From 9f19ac12dddf099a039213b36ad3d3956d5c468e Mon Sep 17 00:00:00 2001
From: Mathieu Braem <mbraem@gmail.com>
Date: Thu, 13 Feb 2025 20:34:16 +0100
Subject: [PATCH] Add an optional flag to the PostDocument endpoint to skip
 auto tagging

---
 docs/api.md                          |  2 ++
 src/documents/consumer.py            |  1 +
 src/documents/data_models.py         |  3 +++
 src/documents/serialisers.py         |  7 +++++++
 src/documents/signals/handlers.py    |  4 ++++
 src/documents/tests/test_consumer.py | 31 ++++++++++++++++++++++++++++
 src/documents/views.py               |  2 ++
 7 files changed, 50 insertions(+)

diff --git a/docs/api.md b/docs/api.md
index 9c28476c4..0bb661e92 100644
--- a/docs/api.md
+++ b/docs/api.md
@@ -192,6 +192,8 @@ The endpoint supports the following optional form fields:
 -   `tags`: Similar to correspondent. Specify this multiple times to
     have multiple tags added to the document.

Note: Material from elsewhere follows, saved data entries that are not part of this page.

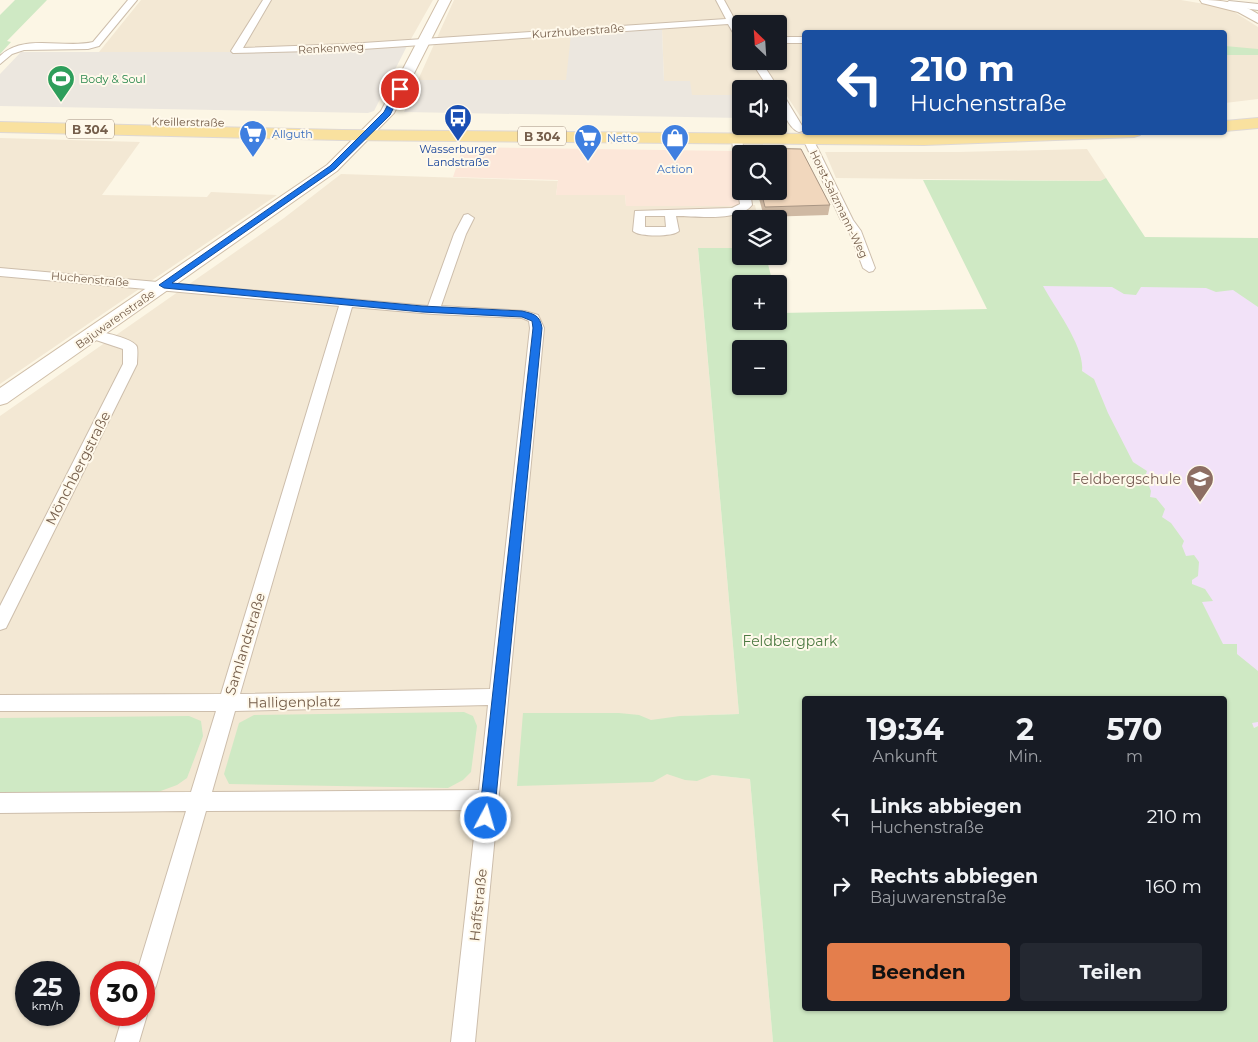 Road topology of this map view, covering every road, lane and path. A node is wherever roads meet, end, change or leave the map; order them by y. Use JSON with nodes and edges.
{"nodes":[{"id":1,"x":133,"y":0,"type":"edge"},
{"id":2,"x":267,"y":0,"type":"edge"},
{"id":3,"x":445,"y":0,"type":"edge"},
{"id":4,"x":720,"y":0,"type":"edge"},
{"id":5,"x":1206,"y":0,"type":"edge"},
{"id":6,"x":1229,"y":4,"type":"junction"},
{"id":7,"x":1258,"y":7,"type":"edge"},
{"id":8,"x":1258,"y":19,"type":"edge"},
{"id":9,"x":732,"y":21,"type":"joint"},
{"id":10,"x":788,"y":40,"type":"edge"},
{"id":11,"x":802,"y":40,"type":"edge"},
{"id":12,"x":424,"y":42,"type":"junction"},
{"id":13,"x":0,"y":61,"type":"edge"},
{"id":14,"x":787,"y":108,"type":"edge"},
{"id":15,"x":1258,"y":112,"type":"edge"},
{"id":16,"x":1227,"y":115,"type":"edge"},
{"id":17,"x":0,"y":118,"type":"edge"},
{"id":18,"x":1258,"y":123,"type":"edge"},
{"id":19,"x":1227,"y":126,"type":"edge"},
{"id":20,"x":0,"y":127,"type":"edge"},
{"id":21,"x":802,"y":129,"type":"edge"},
{"id":22,"x":372,"y":130,"type":"junction"},
{"id":23,"x":802,"y":132,"type":"edge"},
{"id":24,"x":802,"y":132,"type":"edge"},
{"id":25,"x":805,"y":135,"type":"edge"},
{"id":26,"x":904,"y":135,"type":"edge"},
{"id":27,"x":1069,"y":135,"type":"edge"},
{"id":28,"x":737,"y":138,"type":"junction"},
{"id":29,"x":738,"y":145,"type":"edge"},
{"id":30,"x":745,"y":200,"type":"edge"},
{"id":31,"x":670,"y":212,"type":"dead end"},
{"id":32,"x":468,"y":218,"type":"dead end"},
{"id":33,"x":869,"y":268,"type":"dead end"},
{"id":34,"x":0,"y":272,"type":"edge"},
{"id":35,"x":164,"y":285,"type":"junction"},
{"id":36,"x":347,"y":302,"type":"junction"},
{"id":37,"x":433,"y":310,"type":"junction"},
{"id":38,"x":536,"y":320,"type":"joint"},
{"id":39,"x":92,"y":334,"type":"junction"},
{"id":40,"x":0,"y":398,"type":"edge"},
{"id":41,"x":0,"y":622,"type":"edge"},
{"id":42,"x":499,"y":697,"type":"junction"},
{"id":43,"x":0,"y":703,"type":"edge"},
{"id":44,"x":227,"y":703,"type":"junction"},
{"id":45,"x":488,"y":800,"type":"junction"},
{"id":46,"x":0,"y":803,"type":"edge"},
{"id":47,"x":197,"y":803,"type":"junction"},
{"id":48,"x":151,"y":961,"type":"edge"},
{"id":49,"x":132,"y":1026,"type":"edge"},
{"id":50,"x":127,"y":1042,"type":"edge"},
{"id":51,"x":463,"y":1042,"type":"edge"}],
"edges":[{"from":1,"to":13,"type":"street"},
{"from":2,"to":12,"type":"street","name":"Renkenweg"},
{"from":3,"to":12,"type":"main road","name":"Bajuwarenstraße"},
{"from":4,"to":9,"type":"street"},
{"from":5,"to":6,"type":"main road"},
{"from":6,"to":7,"type":"street"},
{"from":6,"to":8,"type":"main road"},
{"from":9,"to":12,"type":"street","name":"Kurzhuberstraße"},
{"from":10,"to":11,"type":"street"},
{"from":12,"to":22,"type":"main road","name":"Bajuwarenstraße"},
{"from":14,"to":21,"type":"street","name":"Horst-Salzmann-Weg"},
{"from":15,"to":16,"type":"main road"},
{"from":17,"to":22,"type":"main road","name":"Kreillerstraße","number":"B 304"},
{"from":18,"to":19,"type":"main road"},
{"from":20,"to":22,"type":"main road","name":"Kreillerstraße","number":"B 304"},
{"from":22,"to":23,"type":"main road","number":"B 304"},
{"from":22,"to":28,"type":"main road","number":"B 304"},
{"from":22,"to":35,"type":"main road","name":"Bajuwarenstraße"},
{"from":24,"to":28,"type":"main road","number":"B 304"},
{"from":25,"to":33,"type":"street","name":"Horst-Salzmann-Weg"},
{"from":26,"to":27,"type":"main road","number":"B 304"},
{"from":28,"to":29,"type":"street"},
{"from":30,"to":31,"type":"street"},
{"from":32,"to":37,"type":"street"},
{"from":34,"to":35,"type":"street","name":"Huchenstraße"},
{"from":35,"to":36,"type":"street","name":"Huchenstraße"},
{"from":35,"to":39,"type":"main road","name":"Bajuwarenstraße"},
{"from":36,"to":37,"type":"street","name":"Huchenstraße"},
{"from":36,"to":44,"type":"street","name":"Samlandstraße"},
{"from":37,"to":38,"type":"street","name":"Huchenstraße"},
{"from":38,"to":42,"type":"street","name":"Haffstraße"},
{"from":39,"to":40,"type":"main road","name":"Bajuwarenstraße"},
{"from":39,"to":41,"type":"street","name":"Mönchbergstraße"},
{"from":42,"to":44,"type":"street","name":"Halligenplatz"},
{"from":42,"to":45,"type":"street","name":"Haffstraße"},
{"from":43,"to":44,"type":"street","name":"Halligenplatz"},
{"from":44,"to":47,"type":"street","name":"Samlandstraße"},
{"from":45,"to":47,"type":"street"},
{"from":45,"to":51,"type":"street","name":"Haffstraße"},
{"from":46,"to":47,"type":"street"},
{"from":47,"to":48,"type":"street","name":"Samlandstraße"},
{"from":49,"to":50,"type":"street"}]}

 -   `archive_serial_number`: An optional archive serial number to set.
+-   `skip_auto_tags`: Boolean to indicate that the classifier should not
+    attempt to determine and add tags to the document.
 -   `custom_fields`: An array of custom field ids to assign (with an empty
     value) to the document.
 
diff --git a/src/documents/consumer.py b/src/documents/consumer.py
index 81739fa7a..ec62c176c 100644
--- a/src/documents/consumer.py
+++ b/src/documents/consumer.py
@@ -577,6 +577,7 @@ class ConsumerPlugin(
                     original_file=self.unmodified_original
                     if self.unmodified_original
                     else self.working_copy,
+                    skip_auto_tagging=self.metadata.skip_auto_tagging,
                 )
 
                 # After everything is in the database, copy the files into
diff --git a/src/documents/data_models.py b/src/documents/data_models.py
index 231e59005..5a6741e1d 100644
--- a/src/documents/data_models.py
+++ b/src/documents/data_models.py
@@ -30,6 +30,7 @@ class DocumentMetadataOverrides:
     change_users: list[int] | None = None
     change_groups: list[int] | None = None
     custom_field_ids: list[int] | None = None
+    skip_auto_tagging: bool | None = None
 
     def update(self, other: "DocumentMetadataOverrides") -> "DocumentMetadataOverrides":
         """
@@ -49,6 +50,8 @@ class DocumentMetadataOverrides:
             self.storage_path_id = other.storage_path_id
         if other.owner_id is not None:
             self.owner_id = other.owner_id
+        if other.skip_auto_tagging is not None:
+            self.skip_auto_tagging = other.skip_auto_tagging
 
         # merge
         if self.tag_ids is None:
diff --git a/src/documents/serialisers.py b/src/documents/serialisers.py
index 6a0a1eec1..e863dcde9 100644
--- a/src/documents/serialisers.py
+++ b/src/documents/serialisers.py
@@ -1536,6 +1536,13 @@ class PostDocumentSerializer(serializers.Serializer):
         required=False,
     )
 
+    skip_auto_tagging = serializers.BooleanField(
+        label="Skip auto tagging",
+        default=False,
+        write_only=True,
+        required=False,
+    )
+
     def validate_document(self, document):
         document_data = document.file.read()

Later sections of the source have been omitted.